Com o risco a aumentar na Europa Central e Oriental, os investidores viraram o foco para a dívida soberana africana em dólares, toda ela classificada como lixo, mas, ainda assim, a mais rentável face a taxas de juro mais elevadas. África será dos continentes mais afectados pelo cenário de crise energética e alimentar, adverte o FMI.

Além de pressões inflacionárias sobre os preços dos alimentos e dos combustíveis, a guerra na Ucrânia vai agravar as posições fiscais dos países de África Subsariana e perturbar os fluxos de capital, pondo em risco o acesso a financiamento externo, como adverte o FMI, mas, por outro lado, revigorou o apetite dos credores internacionais pelas obrigações em dólares das economias africanas.

Com o risco a aumentar na Europa Central e Oriental, os investidores viraram o foco para a dívida soberana africana em dólares, toda ela classificada como lixo, mas, ainda assim, a mais rentável para os investidores devido às taxas de juro mais elevadas.

“Das nove nações em desenvolvimento que viram a sua dívida ganhar no meio do clima de risco, quatro são países em África que estão isolados do conflito, tanto geograficamente como pelo facto de exportarem algumas das commodities que surgiram em resultado disso”, escreve a Bloomberg, apontando o caso de África do Sul que está no topo do interesse dos investidores, apesar de a sua dívida soberana estar classificada três graus abaixo de investimento pela S&P Global. Angola, Gabão e Nigéria, que beneficiam de preços de petróleo mais elevados, são outros dos mutuários que podem ganhar com idas ao mercado das obrigações em dólares, que este ano teve o “pior início desde pelo menos 1995”, refere a Bloomberg

Mas África, que “está a recuperar de uma crise sem precedentes”, após a pandemia da Covid- -19, tem de abordar as “vulnerabilidades da dívida” com cautela e “estabelecer objectivos fiscais claros e prudentes a médio prazo”, afirma a directora-geral do FMI, Kristalina Georgieva, numa declaração conjunta, co-assinada por Jutta Urpilainen, comissária Europeia para as Parcerias Internacionais, a propósito do décimo Fórum Fiscal Africano, que decorreu de 10 a 12 de Março, em formato digital.

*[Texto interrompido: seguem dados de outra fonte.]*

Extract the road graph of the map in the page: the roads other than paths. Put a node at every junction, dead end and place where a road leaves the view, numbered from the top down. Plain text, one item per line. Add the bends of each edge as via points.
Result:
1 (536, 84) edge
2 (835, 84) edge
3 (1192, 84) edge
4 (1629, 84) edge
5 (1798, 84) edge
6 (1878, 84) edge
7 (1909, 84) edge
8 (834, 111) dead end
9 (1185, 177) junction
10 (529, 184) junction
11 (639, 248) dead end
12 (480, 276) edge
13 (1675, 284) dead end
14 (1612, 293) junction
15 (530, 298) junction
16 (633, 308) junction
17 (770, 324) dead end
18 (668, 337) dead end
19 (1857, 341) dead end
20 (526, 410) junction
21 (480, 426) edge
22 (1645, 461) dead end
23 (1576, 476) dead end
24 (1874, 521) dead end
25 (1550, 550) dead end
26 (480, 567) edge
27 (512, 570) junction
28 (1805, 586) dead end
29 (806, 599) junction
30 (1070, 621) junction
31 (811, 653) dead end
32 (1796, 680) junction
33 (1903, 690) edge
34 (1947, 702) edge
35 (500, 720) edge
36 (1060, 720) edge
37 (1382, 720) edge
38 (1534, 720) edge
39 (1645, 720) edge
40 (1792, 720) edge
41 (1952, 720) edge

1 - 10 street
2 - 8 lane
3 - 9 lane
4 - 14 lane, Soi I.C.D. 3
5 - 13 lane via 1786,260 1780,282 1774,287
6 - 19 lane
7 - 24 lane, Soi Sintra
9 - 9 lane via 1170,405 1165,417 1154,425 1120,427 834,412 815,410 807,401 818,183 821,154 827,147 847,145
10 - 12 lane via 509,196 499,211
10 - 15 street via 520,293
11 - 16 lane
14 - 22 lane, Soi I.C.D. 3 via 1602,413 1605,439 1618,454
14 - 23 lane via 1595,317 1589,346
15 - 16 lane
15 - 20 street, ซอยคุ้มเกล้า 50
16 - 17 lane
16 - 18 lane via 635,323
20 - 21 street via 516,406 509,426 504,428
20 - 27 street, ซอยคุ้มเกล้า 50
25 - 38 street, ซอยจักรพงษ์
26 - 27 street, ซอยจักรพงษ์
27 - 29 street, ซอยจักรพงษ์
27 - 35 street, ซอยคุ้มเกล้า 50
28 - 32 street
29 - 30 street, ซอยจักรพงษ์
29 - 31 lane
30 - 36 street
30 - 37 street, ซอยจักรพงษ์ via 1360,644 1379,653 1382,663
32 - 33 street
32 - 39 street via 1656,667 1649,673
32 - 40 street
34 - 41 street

As duas responsáveis realçam a necessidade de eficiência nas despesas governamentais, quando se aproximam duas crises em simultâneo: uma energética e outra alimentar. Esta quarta-feira, a Agência Internacional de Energia (AIE) alertou para o risco de ocorrência da “maior crise de abastecimento” de petróleo em décadas, devido à possibilidade de uma parte significativa da produção russa desaparecer do mercado sem ser compensada pelo aumento da produção pela Organização dos Países Exportadores de Petróleo (OPEP).

Países como a Nigéria, Moçambique, Senegal e Tanzânia poderão vir a beneficiar da redução das importações europeias de gás russo, como refere a Fitch Solutions, numa análise às implicações do conflito, ou a Brookings Institution, think tank sediado em Washington. Mas a curto prazo o impacto será negativo e colocará “desafios às famílias africanas, ao sector agrícola e à segurança alimentar”, como adverte à France Press Danielle Resnick, investigadora da Brookings Institution.

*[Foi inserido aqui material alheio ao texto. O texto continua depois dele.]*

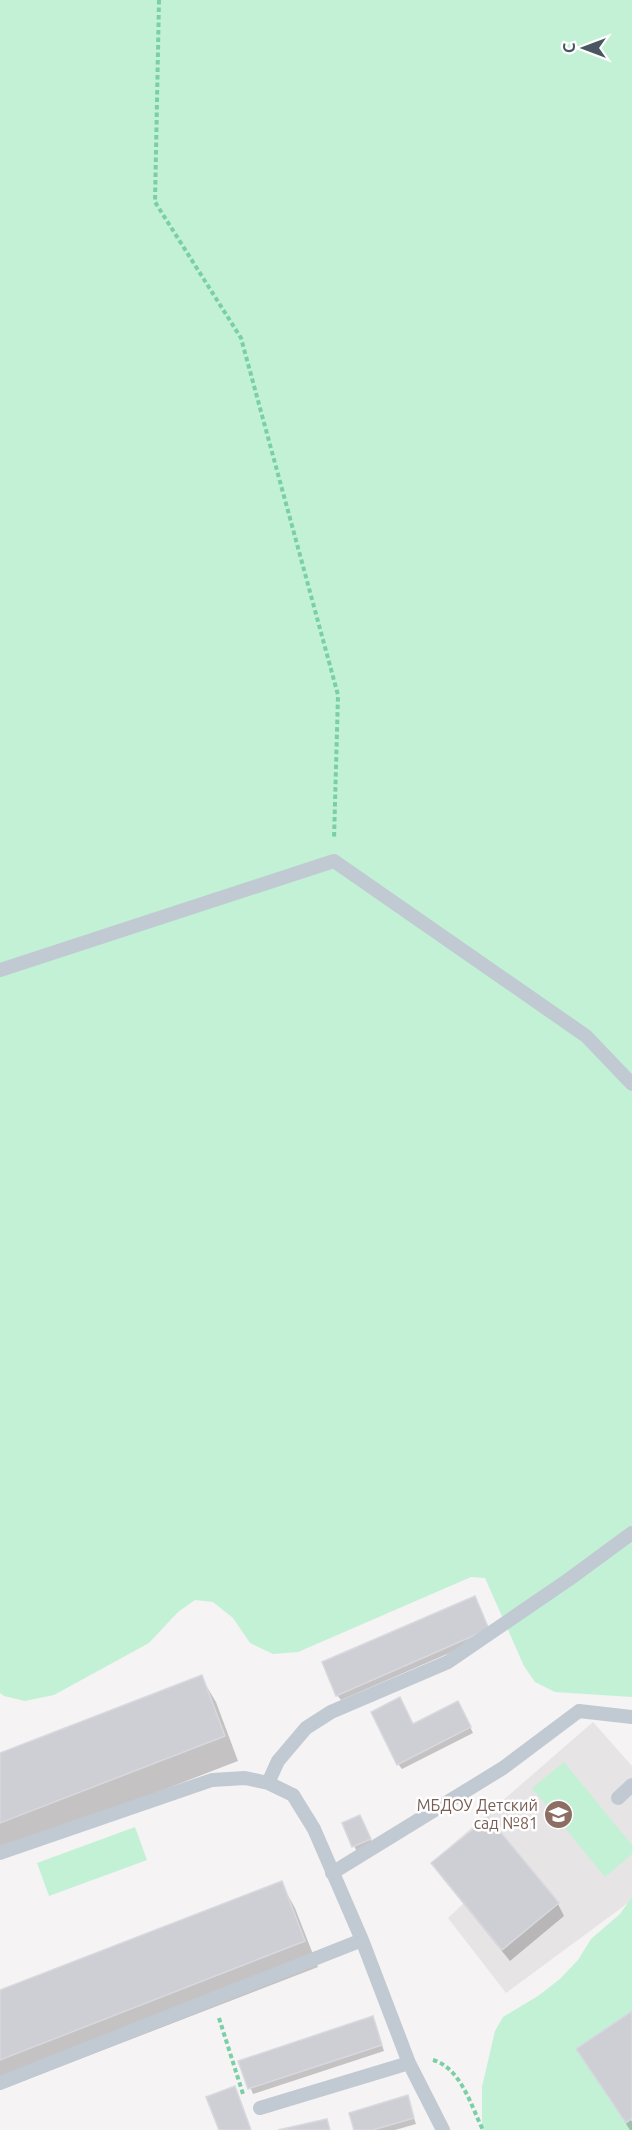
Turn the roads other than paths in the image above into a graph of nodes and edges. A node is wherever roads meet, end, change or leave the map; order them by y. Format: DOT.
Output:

O risco de uma crise alimentar grave em África cresce à medida que a guerra avança e provoca interrupções na cadeia de fornecimento de cereais da Rússia e da Ucrânia, dois dos principais fornecedores globais de trigo. O aumento dos preços atinge também os fertilizantes, que subiram 30% desde o início da invasão russa, ameaçando as culturas africanas e contribuindo para novas escaladas nos custos dos alimentos, o que levou no domingo a directora do FMI a afirmar que a guerra na Ucrânia “significa fome em África”.

A Rússia e a Bielorrússia são os maiores exportadores de fertilizantes minerais do mundo, produto que ficou de fora das sanções do Ocidente a Moscovo. Perturbações na cadeia de fornecimento de fertilizantes comprometem a produção mundial de alimentos, facto que atingiria os maiores produtores mundiais, entre os quais se incluem o Brasil, China e EUA.

Mas a 10 de Março, o ministro da Indústria russo, Denis Manturov, anunciou a suspensão temporária das exportações de fertilizantes, após o Presidente Vladimir Putin admitir que as sanções “ilegítimas” à Rússia criaram “alguns problemas” ao país.